Post-Christmas Resolution, Day 276 – You’d Never Need Help, Right?

“Urban Ministries of Durham serves over 6,000 people every year. But you’d never need help, right?”

– Introduction to Spent

The game Spent is a clever way of understanding what it is like to be among the working poor.

After reading this background article, try playing the game.

It has a simple premise. You’ve lost your job. You’ve lost your house. Your down to your last $1000. You are a single parent.

Can you make it through the month?

You have to decide whether to buy health insurance ($70/week). You choose where to live. The closer to your job, the more expensive. But the farther away you live, the higher the transportation costs. (total $700-850/month). You choose what groceries to buy.

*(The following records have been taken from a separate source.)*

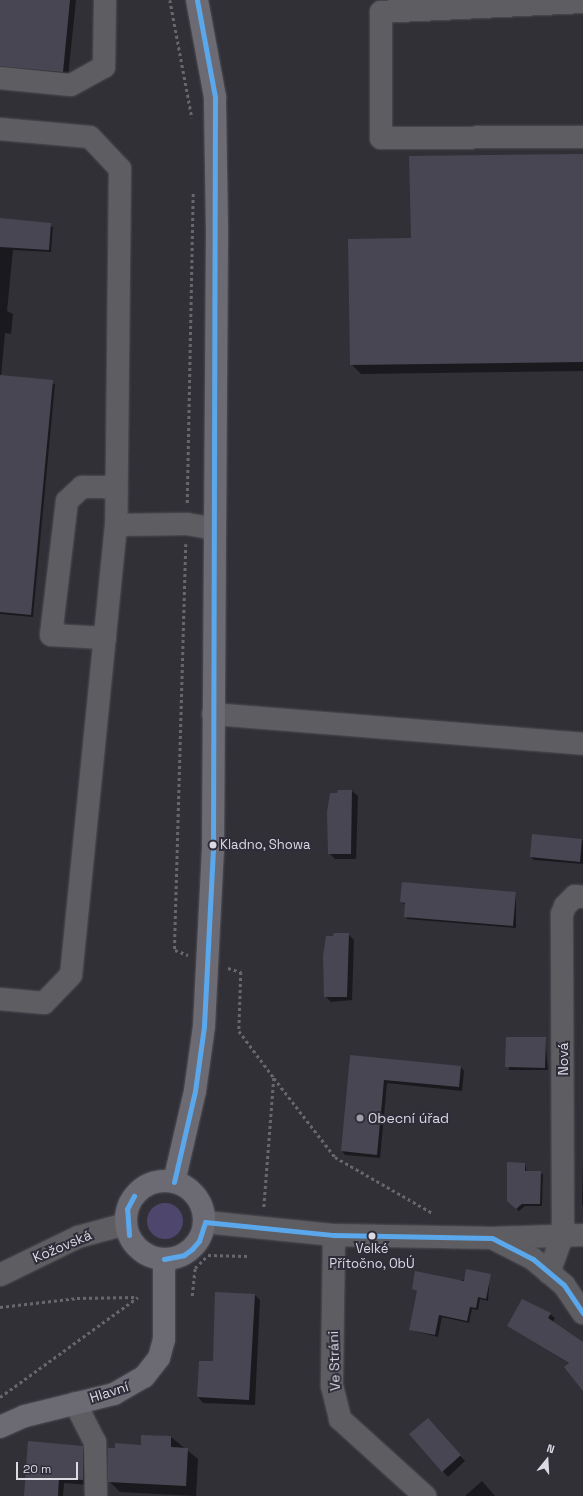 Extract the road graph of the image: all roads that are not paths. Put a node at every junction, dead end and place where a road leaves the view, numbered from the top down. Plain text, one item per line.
1 (105, 0) edge
2 (197, 0) edge
3 (583, 2) edge
4 (0, 78) edge
5 (0, 129) edge
6 (583, 136) edge
7 (116, 487) junction
8 (116, 525) junction
9 (214, 529) junction
10 (105, 638) junction
11 (213, 714) junction
12 (583, 744) edge
13 (583, 897) edge
14 (0, 999) edge
15 (174, 1182) junction
16 (205, 1222) junction
17 (126, 1224) junction
18 (573, 1234) edge
19 (334, 1235) junction
20 (492, 1238) junction
21 (164, 1259) junction
22 (549, 1273) junction
23 (0, 1275) edge
24 (583, 1312) edge
25 (75, 1403) junction
26 (0, 1427) edge
27 (96, 1496) edge
28 (425, 1496) edge

1 - 4 street
2 - 9 main road
3 - 6 street
5 - 7 street
7 - 8 street
7 - 10 street
8 - 9 street
8 - 10 street
9 - 11 main road
10 - 14 street
11 - 12 street
11 - 15 main road
13 - 18 street, Nová
15 - 16 main road
15 - 17 main road
16 - 19 street
16 - 21 main road
17 - 21 main road
17 - 23 street, Kožovská
18 - 20 street
18 - 22 street
19 - 20 street
19 - 28 street, Ve Stráni
20 - 22 street
21 - 25 main road, Hlavní
22 - 24 street
25 - 26 main road, Hlavní
25 - 27 street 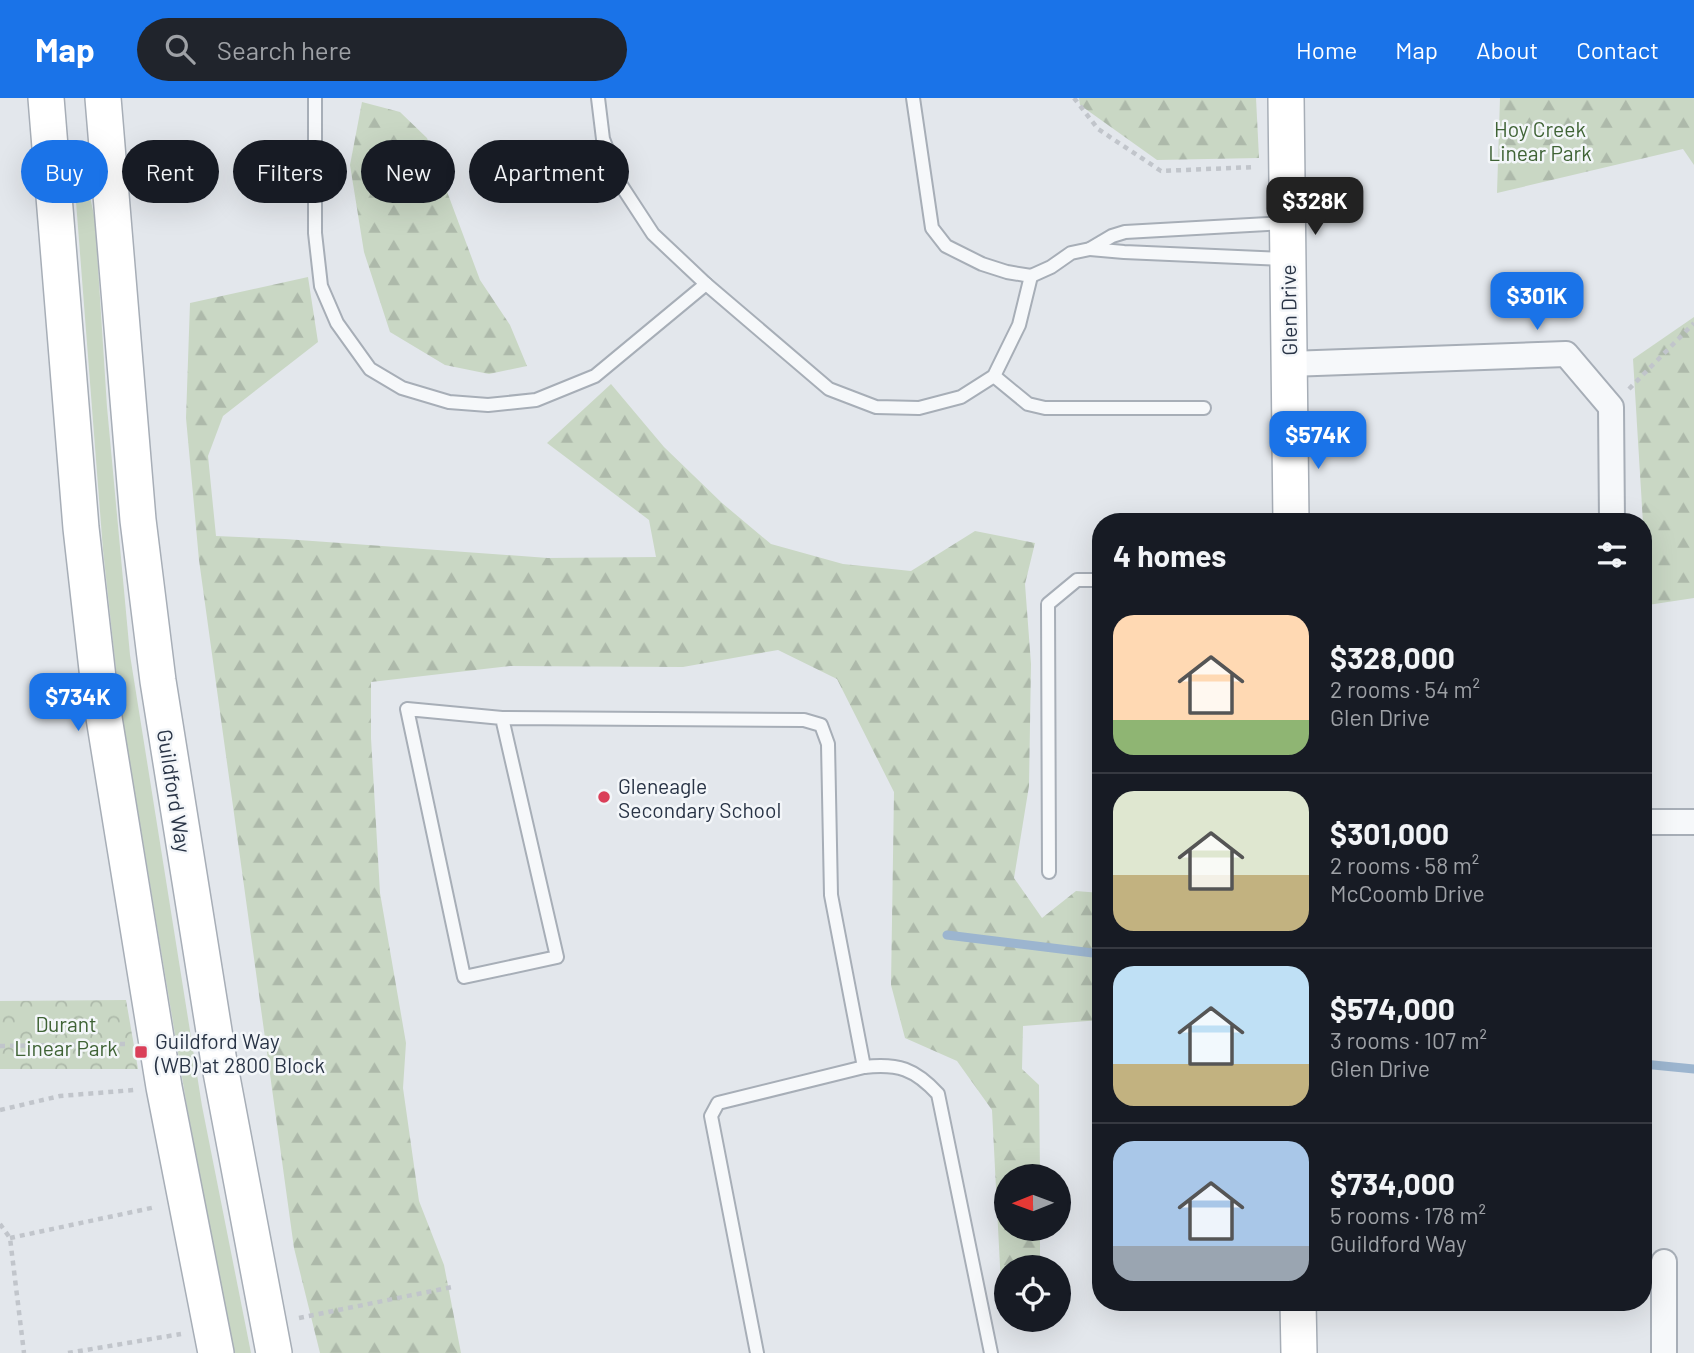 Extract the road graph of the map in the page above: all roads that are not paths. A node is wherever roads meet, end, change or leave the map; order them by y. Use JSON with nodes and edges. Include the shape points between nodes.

Each choice has consequences. Each choice builds on itself. The game is clever in that if you choose to ask a friend for help, it shows you what your status on Facebook might look like. It is very humbling.

In the end, I made it to the end of the month with about $75 to spare. Not enough for another month’s rent. My child did not get to bring his friend a birthday present. He was upset at being called a ‘free lunch’ kid. I lost part of my paycheck when my car broke down and it took longer to get to work on the bus. I ate burgers for a $1 instead of salad for $6. I gained weight. Food stamps will not start for another month.

For many people this is not a game.

It is real.


Took several bags of toys and clothes to Goodwill over lunch, reflecting on how I could help the working poor. I donated a few dollars to the creators of the game Spent, but felt that was inadequate.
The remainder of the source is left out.